Learning and parsing video events with goal and intent prediction

  • Authors:
  • Mingtao Pei;Zhangzhang Si;Benjamin Z Yao;Song-Chun Zhu

  • Affiliations:
  • Beijing Lab of Intelligent Information Technology, Beijing Institute of Technology, China and Department of Statistics, University of California, Los Angeles, United States;Department of Statistics, University of California, Los Angeles, United States;Department of Statistics, University of California, Los Angeles, United States;Department of Statistics, University of California, Los Angeles, United States

  • Venue:
  • Computer Vision and Image Understanding
  • Year:
  • 2013

Quantified Score

Hi-index 0.00

Visualization

Abstract

In this paper, we present a framework for parsing video events with stochastic Temporal And-Or Graph (T-AOG) and unsupervised learning of the T-AOG from video. This T-AOG represents a stochastic event grammar. The alphabet of the T-AOG consists of a set of grounded spatial relations including the poses of agents and their interactions with objects in the scene. The terminal nodes of the T-AOG are atomic actions which are specified by a number of grounded relations over image frames. An And-node represents a sequence of actions.
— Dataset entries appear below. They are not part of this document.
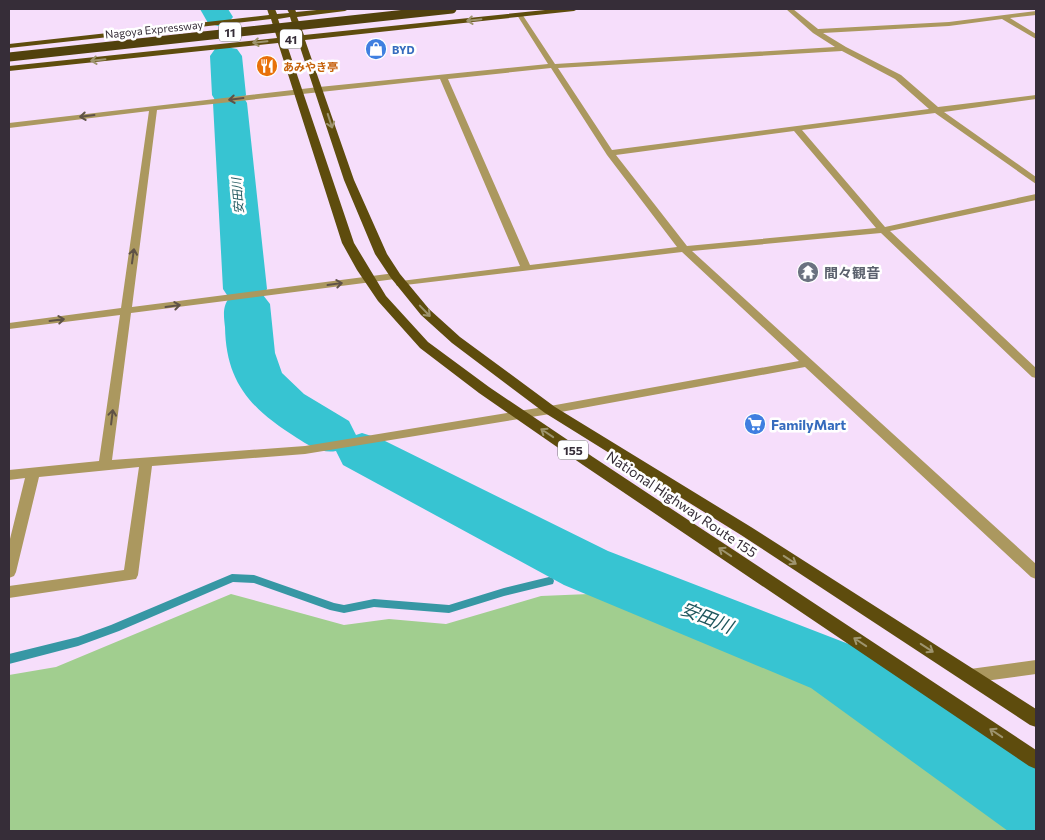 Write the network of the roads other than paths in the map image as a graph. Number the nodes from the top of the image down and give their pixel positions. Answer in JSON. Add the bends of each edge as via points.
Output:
{"nodes":[{"id":1,"x":345,"y":9,"type":"edge"},
{"id":2,"x":385,"y":9,"type":"edge"},
{"id":3,"x":452,"y":9,"type":"edge"},
{"id":4,"x":574,"y":9,"type":"edge"},
{"id":5,"x":788,"y":9,"type":"edge"},
{"id":6,"x":293,"y":12,"type":"edge"},
{"id":7,"x":273,"y":13,"type":"edge"},
{"id":8,"x":1036,"y":13,"type":"edge"},
{"id":9,"x":520,"y":15,"type":"junction"},
{"id":10,"x":1004,"y":18,"type":"junction"},
{"id":11,"x":816,"y":31,"type":"junction"},
{"id":12,"x":1036,"y":37,"type":"edge"},
{"id":13,"x":302,"y":38,"type":"junction"},
{"id":14,"x":282,"y":40,"type":"junction"},
{"id":15,"x":9,"y":48,"type":"edge"},
{"id":16,"x":844,"y":48,"type":"junction"},
{"id":17,"x":9,"y":57,"type":"edge"},
{"id":18,"x":552,"y":66,"type":"junction"},
{"id":19,"x":9,"y":70,"type":"edge"},
{"id":20,"x":443,"y":77,"type":"junction"},
{"id":21,"x":319,"y":89,"type":"junction"},
{"id":22,"x":298,"y":92,"type":"junction"},
{"id":23,"x":1036,"y":97,"type":"edge"},
{"id":24,"x":152,"y":109,"type":"junction"},
{"id":25,"x":936,"y":110,"type":"junction"},
{"id":26,"x":9,"y":125,"type":"edge"},
{"id":27,"x":796,"y":128,"type":"junction"},
{"id":28,"x":610,"y":153,"type":"junction"},
{"id":29,"x":1036,"y":181,"type":"edge"},
{"id":30,"x":1036,"y":197,"type":"edge"},
{"id":31,"x":883,"y":230,"type":"junction"},
{"id":32,"x":684,"y":249,"type":"junction"},
{"id":33,"x":526,"y":267,"type":"junction"},
{"id":34,"x":369,"y":280,"type":"junction"},
{"id":35,"x":398,"y":280,"type":"junction"},
{"id":36,"x":125,"y":312,"type":"junction"},
{"id":37,"x":9,"y":326,"type":"edge"},
{"id":38,"x":810,"y":363,"type":"junction"},
{"id":39,"x":1036,"y":374,"type":"edge"},
{"id":40,"x":550,"y":410,"type":"junction"},
{"id":41,"x":520,"y":414,"type":"junction"},
{"id":42,"x":146,"y":462,"type":"junction"},
{"id":43,"x":105,"y":465,"type":"junction"},
{"id":44,"x":33,"y":472,"type":"junction"},
{"id":45,"x":9,"y":475,"type":"edge"},
{"id":46,"x":9,"y":572,"type":"edge"},
{"id":47,"x":1036,"y":572,"type":"edge"},
{"id":48,"x":9,"y":592,"type":"edge"},
{"id":49,"x":1036,"y":667,"type":"edge"},
{"id":50,"x":970,"y":676,"type":"junction"},
{"id":51,"x":1036,"y":719,"type":"edge"},
{"id":52,"x":1036,"y":760,"type":"edge"}],
"edges":[{"from":1,"to":6,"type":"highway","number":"41"},
{"from":2,"to":15,"type":"highway","name":"Nagoya Expressway","number":"11"},
{"from":3,"to":17,"type":"highway","name":"Nagoya Expressway","number":"11","bridge":true},
{"from":4,"to":9,"type":"highway","number":"41"},
{"from":5,"to":11,"type":"street"},
{"from":6,"to":7,"type":"highway","number":"41"},
{"from":6,"to":13,"type":"highway","name":"National Highway Route 155","number":"155"},
{"from":7,"to":14,"type":"highway","name":"National Highway Route 155","number":"155"},
{"from":7,"to":15,"type":"highway","number":"41"},
{"from":8,"to":10,"type":"street"},
{"from":9,"to":13,"type":"highway","number":"41","one_way":true},
{"from":9,"to":18,"type":"street"},
{"from":10,"to":11,"type":"street"},
{"from":10,"to":12,"type":"street"},
{"from":11,"to":16,"type":"street"},
{"from":13,"to":14,"type":"highway","number":"41"},
{"from":13,"to":21,"type":"highway","name":"National Highway Route 155","number":"155"},
{"from":14,"to":19,"type":"highway","number":"41","one_way":true},
{"from":14,"to":22,"type":"highway","name":"National Highway Route 155","number":"155"},
{"from":16,"to":18,"type":"street"},
{"from":16,"to":25,"type":"street","via":[[898,76]]},
{"from":18,"to":20,"type":"street"},
{"from":18,"to":28,"type":"street"},
{"from":20,"to":21,"type":"street"},
{"from":20,"to":33,"type":"street"},
{"from":21,"to":22,"type":"street"},
{"from":21,"to":35,"type":"highway","name":"National Highway Route 155","number":"155","one_way":true,"via":[[349,180],[381,254]]},
{"from":22,"to":24,"type":"street","one_way":true},
{"from":22,"to":34,"type":"highway","name":"National Highway Route 155","number":"155","via":[[348,244]]},
{"from":23,"to":25,"type":"street"},
{"from":24,"to":26,"type":"street","one_way":true},
{"from":36,"to":24,"type":"street","one_way":true},
{"from":25,"to":27,"type":"street"},
{"from":25,"to":29,"type":"street"},
{"from":27,"to":28,"type":"street"},
{"from":27,"to":31,"type":"street"},
{"from":28,"to":32,"type":"street"},
{"from":30,"to":31,"type":"street"},
{"from":31,"to":32,"type":"street"},
{"from":31,"to":39,"type":"street"},
{"from":32,"to":33,"type":"street"},
{"from":32,"to":38,"type":"street"},
{"from":33,"to":35,"type":"street"},
{"from":34,"to":35,"type":"street"},
{"from":36,"to":34,"type":"street","one_way":true},
{"from":34,"to":41,"type":"highway","name":"National Highway Route 155","number":"155","via":[[424,345]]},
{"from":35,"to":40,"type":"highway","name":"National Highway Route 155","number":"155","one_way":true,"via":[[425,312],[456,340]]},
{"from":37,"to":36,"type":"street","one_way":true},
{"from":43,"to":36,"type":"street","one_way":true},
{"from":38,"to":40,"type":"street"},
{"from":38,"to":47,"type":"street"},
{"from":40,"to":41,"type":"street"},
{"from":40,"to":50,"type":"highway","name":"National Highway Route 155","number":"155","one_way":true,"via":[[746,531]]},
{"from":41,"to":42,"type":"street","via":[[305,450]]},
{"from":52,"to":41,"type":"highway","name":"National Highway Route 155","number":"155","one_way":true},
{"from":42,"to":43,"type":"street"},
{"from":42,"to":48,"type":"street","via":[[130,575]]},
{"from":43,"to":44,"type":"street"},
{"from":44,"to":45,"type":"street"},
{"from":44,"to":46,"type":"street"},
{"from":49,"to":50,"type":"street"},
{"from":50,"to":51,"type":"highway","name":"National Highway Route 155","number":"155"}]}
An Or-node represents a number of alternative ways of such concatenations. The And-Or nodes in the T-AOG can generate a set of valid temporal configurations of atomic actions, which can be equivalently represented as the language of a stochastic context-free grammar (SCFG). For each And-node we model the temporal relations of its children nodes to distinguish events with similar structures but different temporal patterns and interpolate missing portions of events. This makes the T-AOG grammar context-sensitive. We propose an unsupervised learning algorithm to learn the atomic actions, the temporal relations and the And-Or nodes under the information projection principle in a coherent probabilistic framework. We also propose an event parsing algorithm based on the T-AOG which can understand events, infer the goal of agents, and predict their plausible intended actions. In comparison with existing methods, our paper makes the following contributions. (i) We represent events by a T-AOG with hierarchical compositions of events and the temporal relations between the sub-events. (ii) We learn the grammar, including atomic actions and temporal relations, automatically from the video data without manual supervision. (iii) Our algorithm infers the goal of agents and predicts their intents by a top-down process, handles events insertion and multi-agent events, keeps all possible interpretations of the video to preserve the ambiguities, and achieves the globally optimal parsing solution in a Bayesian framework. (iv) The algorithm uses event context to improve the detection of atomic actions, segment and recognize objects in the scene. Extensive experiments, including indoor and out door scenes, single and multiple agents events, are conducted to validate the effectiveness of the proposed approach.